WHAT NEEDS TO BE DONE: What lines in the records below hold the string "Sigrid"? Please show them.

[Collection entries]
*-*-*
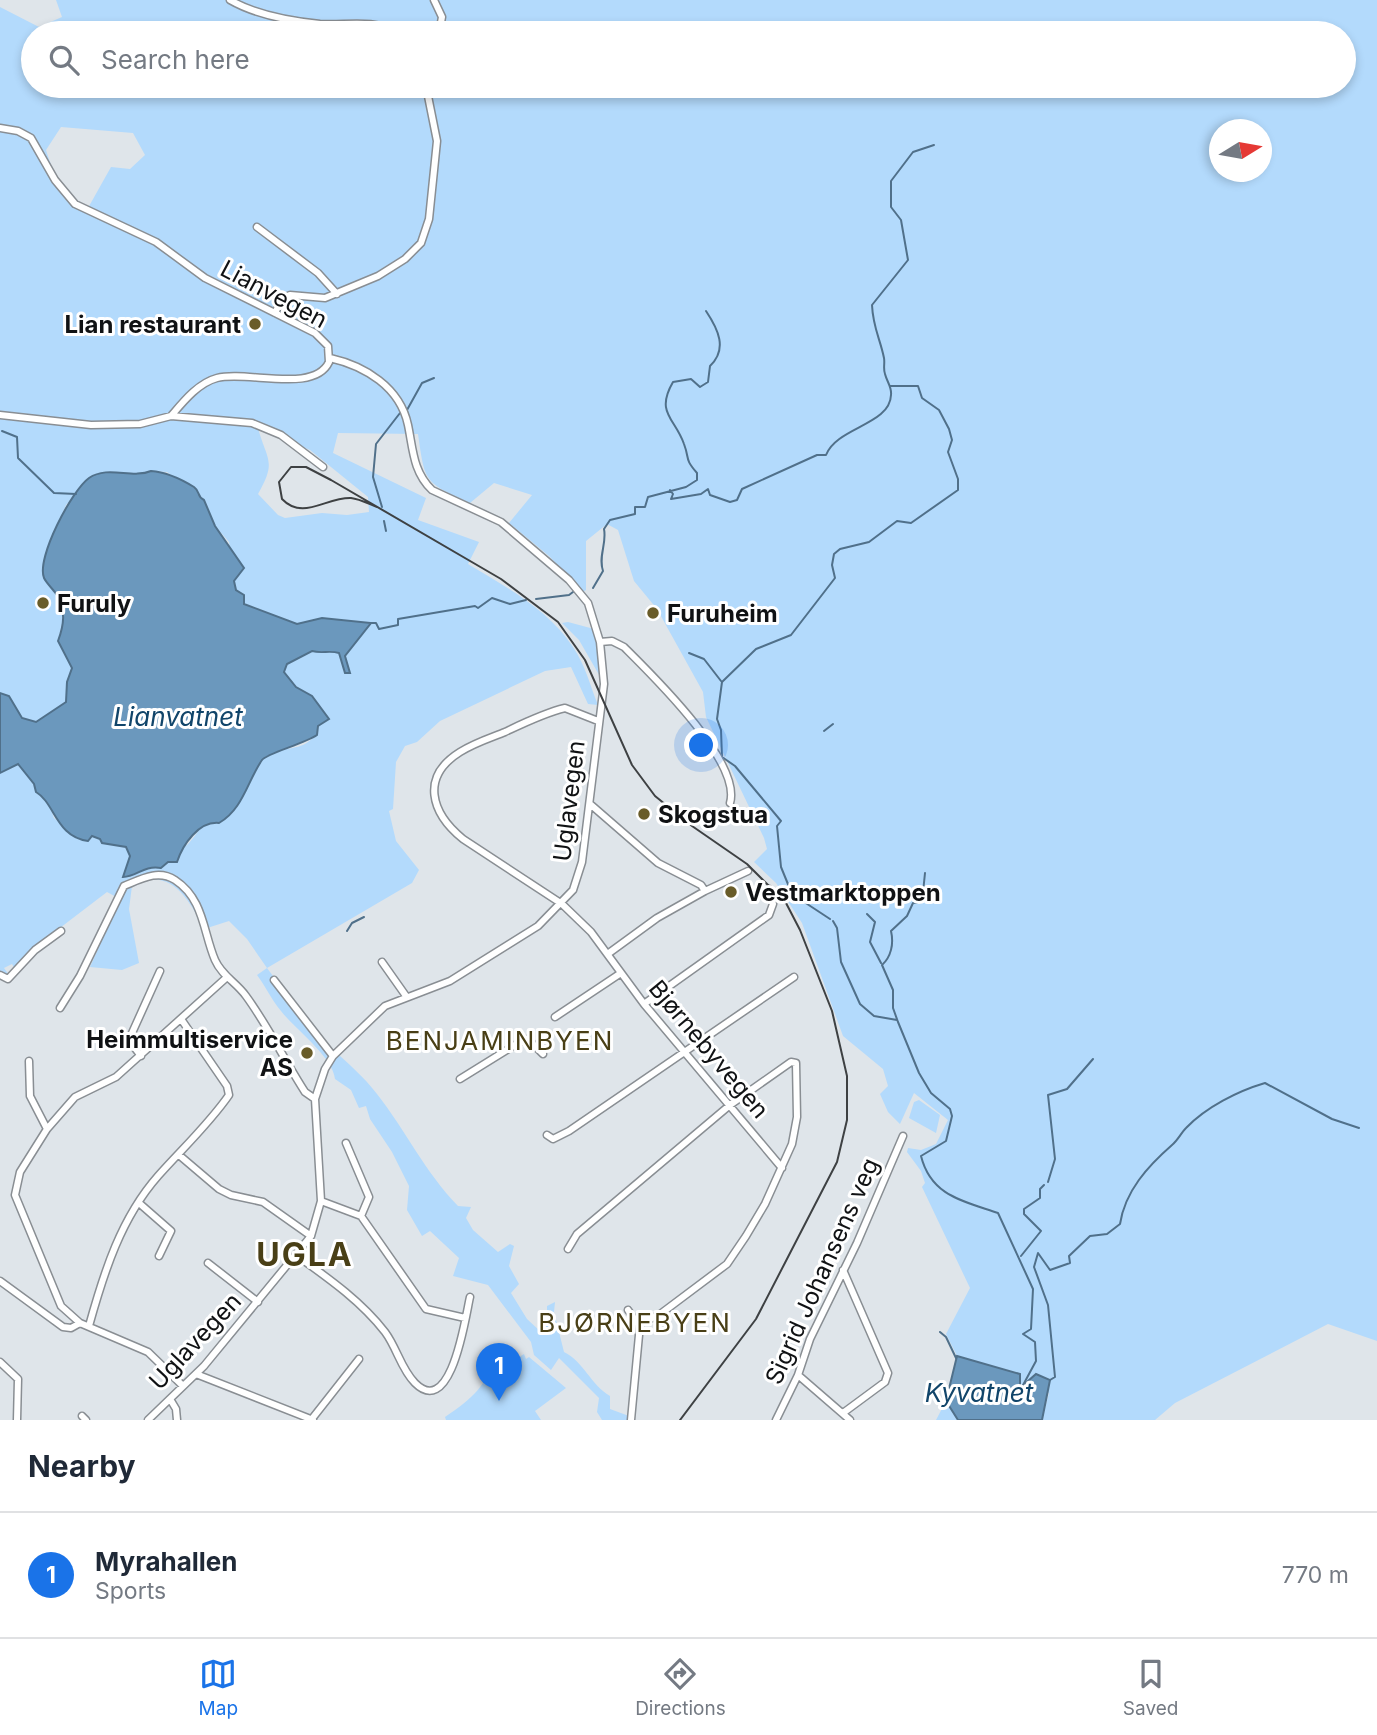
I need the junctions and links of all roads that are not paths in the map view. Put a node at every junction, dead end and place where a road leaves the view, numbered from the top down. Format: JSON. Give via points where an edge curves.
{"nodes":[{"id":1,"x":230,"y":0,"type":"edge"},
{"id":2,"x":434,"y":0,"type":"edge"},
{"id":3,"x":300,"y":21,"type":"edge"},
{"id":4,"x":442,"y":21,"type":"edge"},
{"id":5,"x":429,"y":98,"type":"edge"},
{"id":6,"x":0,"y":128,"type":"edge"},
{"id":7,"x":257,"y":227,"type":"dead end"},
{"id":8,"x":337,"y":294,"type":"junction"},
{"id":9,"x":275,"y":313,"type":"junction"},
{"id":10,"x":330,"y":358,"type":"junction"},
{"id":11,"x":0,"y":415,"type":"edge"},
{"id":12,"x":171,"y":416,"type":"junction"},
{"id":13,"x":323,"y":467,"type":"dead end"},
{"id":14,"x":600,"y":642,"type":"junction"},
{"id":15,"x":598,"y":721,"type":"junction"},
{"id":16,"x":730,"y":803,"type":"dead end"},
{"id":17,"x":590,"y":804,"type":"junction"},
{"id":18,"x":748,"y":871,"type":"dead end"},
{"id":19,"x":769,"y":889,"type":"dead end"},
{"id":20,"x":705,"y":891,"type":"junction"},
{"id":21,"x":562,"y":904,"type":"junction"},
{"id":22,"x":61,"y":931,"type":"dead end"},
{"id":23,"x":609,"y":953,"type":"junction"},
{"id":24,"x":382,"y":962,"type":"dead end"},
{"id":25,"x":160,"y":971,"type":"dead end"},
{"id":26,"x":621,"y":973,"type":"junction"},
{"id":27,"x":0,"y":975,"type":"edge"},
{"id":28,"x":793,"y":977,"type":"dead end"},
{"id":29,"x":226,"y":978,"type":"junction"},
{"id":30,"x":274,"y":980,"type":"dead end"},
{"id":31,"x":406,"y":996,"type":"junction"},
{"id":32,"x":644,"y":1004,"type":"junction"},
{"id":33,"x":60,"y":1008,"type":"dead end"},
{"id":34,"x":555,"y":1017,"type":"dead end"},
{"id":35,"x":181,"y":1019,"type":"junction"},
{"id":36,"x":685,"y":1053,"type":"junction"},
{"id":37,"x":543,"y":1054,"type":"dead end"},
{"id":38,"x":141,"y":1056,"type":"junction"},
{"id":39,"x":333,"y":1056,"type":"junction"},
{"id":40,"x":29,"y":1060,"type":"dead end"},
{"id":41,"x":460,"y":1079,"type":"dead end"},
{"id":42,"x":314,"y":1099,"type":"junction"},
{"id":43,"x":730,"y":1105,"type":"junction"},
{"id":44,"x":47,"y":1129,"type":"junction"},
{"id":45,"x":547,"y":1135,"type":"dead end"},
{"id":46,"x":903,"y":1136,"type":"dead end"},
{"id":47,"x":346,"y":1143,"type":"dead end"},
{"id":48,"x":178,"y":1155,"type":"junction"},
{"id":49,"x":782,"y":1168,"type":"junction"},
{"id":50,"x":321,"y":1201,"type":"junction"},
{"id":51,"x":139,"y":1203,"type":"junction"},
{"id":52,"x":361,"y":1216,"type":"junction"},
{"id":53,"x":311,"y":1236,"type":"junction"},
{"id":54,"x":568,"y":1249,"type":"dead end"},
{"id":55,"x":296,"y":1255,"type":"junction"},
{"id":56,"x":159,"y":1256,"type":"dead end"},
{"id":57,"x":208,"y":1263,"type":"dead end"},
{"id":58,"x":843,"y":1270,"type":"junction"},
{"id":59,"x":0,"y":1282,"type":"edge"},
{"id":60,"x":470,"y":1297,"type":"dead end"},
{"id":61,"x":258,"y":1302,"type":"junction"},
{"id":62,"x":628,"y":1310,"type":"dead end"},
{"id":63,"x":465,"y":1318,"type":"junction"},
{"id":64,"x":80,"y":1323,"type":"junction"},
{"id":65,"x":638,"y":1324,"type":"junction"},
{"id":66,"x":89,"y":1326,"type":"junction"},
{"id":67,"x":359,"y":1359,"type":"dead end"},
{"id":68,"x":0,"y":1362,"type":"edge"},
{"id":69,"x":195,"y":1374,"type":"junction"},
{"id":70,"x":798,"y":1375,"type":"junction"},
{"id":71,"x":183,"y":1386,"type":"junction"},
{"id":72,"x":170,"y":1399,"type":"junction"},
{"id":73,"x":843,"y":1413,"type":"junction"},
{"id":74,"x":17,"y":1420,"type":"edge"},
{"id":75,"x":148,"y":1420,"type":"edge"},
{"id":76,"x":177,"y":1420,"type":"edge"},
{"id":77,"x":312,"y":1420,"type":"edge"},
{"id":78,"x":631,"y":1420,"type":"edge"},
{"id":79,"x":776,"y":1420,"type":"edge"},
{"id":80,"x":850,"y":1420,"type":"edge"}],
"edges":[{"from":1,"to":3,"type":"street","via":[[257,12]]},
{"from":2,"to":4,"type":"street"},
{"from":5,"to":8,"type":"street","via":[[438,141],[425,237],[396,265]]},
{"from":6,"to":9,"type":"street","name":"Lianvegen","via":[[31,138],[75,204],[156,242],[205,278]]},
{"from":7,"to":8,"type":"street","via":[[318,273]]},
{"from":8,"to":9,"type":"street","via":[[325,298],[290,295],[282,299]]},
{"from":9,"to":10,"type":"street","name":"Lianvegen","via":[[320,336]]},
{"from":10,"to":12,"type":"street","via":[[321,373],[306,379],[215,378]]},
{"from":10,"to":14,"type":"street","name":"Lianvegen","via":[[382,382],[407,421],[416,468],[424,482],[501,522],[569,580],[588,603]]},
{"from":11,"to":12,"type":"street","via":[[91,425],[140,424]]},
{"from":12,"to":13,"type":"street","via":[[260,425]]},
{"from":14,"to":15,"type":"street","name":"Uglavegen","via":[[604,677]]},
{"from":14,"to":16,"type":"street","via":[[612,640],[624,646],[701,730],[723,768],[732,794]]},
{"from":15,"to":17,"type":"street","name":"Uglavegen"},
{"from":15,"to":21,"type":"street","name":"Bjørnebyvegen","via":[[568,709],[554,710],[463,750],[443,768],[435,785],[436,808],[447,827]]},
{"from":17,"to":20,"type":"street","via":[[658,863]]},
{"from":17,"to":21,"type":"street","name":"Uglavegen","via":[[578,875]]},
{"from":18,"to":20,"type":"street"},
{"from":19,"to":32,"type":"street","via":[[773,904],[769,915]]},
{"from":20,"to":23,"type":"street"},
{"from":21,"to":23,"type":"street","name":"Bjørnebyvegen"},
{"from":21,"to":31,"type":"street","name":"Uglavegen","via":[[538,926],[450,981]]},
{"from":22,"to":27,"type":"street","via":[[8,979]]},
{"from":23,"to":26,"type":"street","name":"Bjørnebyvegen"},
{"from":24,"to":31,"type":"street"},
{"from":25,"to":38,"type":"street","via":[[132,1033]]},
{"from":26,"to":32,"type":"street","name":"Bjørnebyvegen"},
{"from":26,"to":34,"type":"street"},
{"from":28,"to":36,"type":"street"},
{"from":29,"to":33,"type":"street","via":[[188,892],[177,881],[158,874],[124,886]]},
{"from":29,"to":35,"type":"street"},
{"from":29,"to":42,"type":"street","via":[[245,995],[305,1092]]},
{"from":30,"to":39,"type":"street"},
{"from":31,"to":39,"type":"street","name":"Uglavegen","via":[[373,1015]]},
{"from":32,"to":36,"type":"street","name":"Bjørnebyvegen"},
{"from":35,"to":38,"type":"street"},
{"from":35,"to":48,"type":"street","via":[[229,1091]]},
{"from":36,"to":43,"type":"street","name":"Bjørnebyvegen"},
{"from":36,"to":45,"type":"street","via":[[569,1130],[553,1139]]},
{"from":37,"to":41,"type":"street","via":[[528,1039],[523,1040]]},
{"from":38,"to":44,"type":"street","via":[[107,1083],[75,1097]]},
{"from":39,"to":42,"type":"street","name":"Uglavegen"},
{"from":40,"to":44,"type":"street","via":[[30,1096]]},
{"from":42,"to":50,"type":"street","name":"Uglavegen"},
{"from":43,"to":49,"type":"street","name":"Bjørnebyvegen"},
{"from":43,"to":49,"type":"street","via":[[794,1061],[797,1117]]},
{"from":43,"to":54,"type":"street","via":[[578,1234]]},
{"from":44,"to":64,"type":"street","via":[[20,1172],[15,1195],[60,1302]]},
{"from":46,"to":58,"type":"street","name":"Sigrid Johansens veg"},
{"from":47,"to":52,"type":"street","via":[[369,1197]]},
{"from":48,"to":51,"type":"street"},
{"from":48,"to":53,"type":"street","via":[[219,1189],[262,1202]]},
{"from":49,"to":65,"type":"street","via":[[727,1264],[659,1315]]},
{"from":50,"to":52,"type":"street"},
{"from":50,"to":53,"type":"street","name":"Uglavegen"},
{"from":51,"to":56,"type":"street","via":[[171,1231]]},
{"from":51,"to":66,"type":"street","via":[[112,1252]]},
{"from":52,"to":63,"type":"street","via":[[426,1309]]},
{"from":53,"to":55,"type":"street","name":"Uglavegen"},
{"from":55,"to":61,"type":"street","name":"Uglavegen"},
{"from":55,"to":63,"type":"street","via":[[361,1305],[387,1334],[414,1382],[425,1390],[452,1373]]},
{"from":57,"to":61,"type":"street"},
{"from":58,"to":70,"type":"street","name":"Sigrid Johansens veg"},
{"from":58,"to":73,"type":"street","via":[[888,1373],[885,1382]]},
{"from":59,"to":64,"type":"street","via":[[64,1327]]},
{"from":60,"to":63,"type":"street"},
{"from":61,"to":69,"type":"street","name":"Uglavegen"},
{"from":62,"to":65,"type":"street"},
{"from":64,"to":66,"type":"street"},
{"from":65,"to":78,"type":"street"},
{"from":66,"to":71,"type":"street","via":[[148,1352]]},
{"from":67,"to":77,"type":"street"},
{"from":68,"to":74,"type":"street","via":[[18,1379]]},
{"from":69,"to":71,"type":"street","name":"Uglavegen"},
{"from":69,"to":77,"type":"street"},
{"from":70,"to":73,"type":"street"},
{"from":70,"to":79,"type":"street","name":"Sigrid Johansens veg"},
{"from":71,"to":72,"type":"street","name":"Uglavegen"},
{"from":72,"to":75,"type":"street","name":"Uglavegen"},
{"from":72,"to":76,"type":"street"},
{"from":73,"to":80,"type":"street"}]}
*-*-*
ANSWER SPACE:
{"from":46,"to":58,"type":"street","name":"Sigrid Johansens veg"},
{"from":58,"to":70,"type":"street","name":"Sigrid Johansens veg"},
{"from":70,"to":79,"type":"street","name":"Sigrid Johansens veg"},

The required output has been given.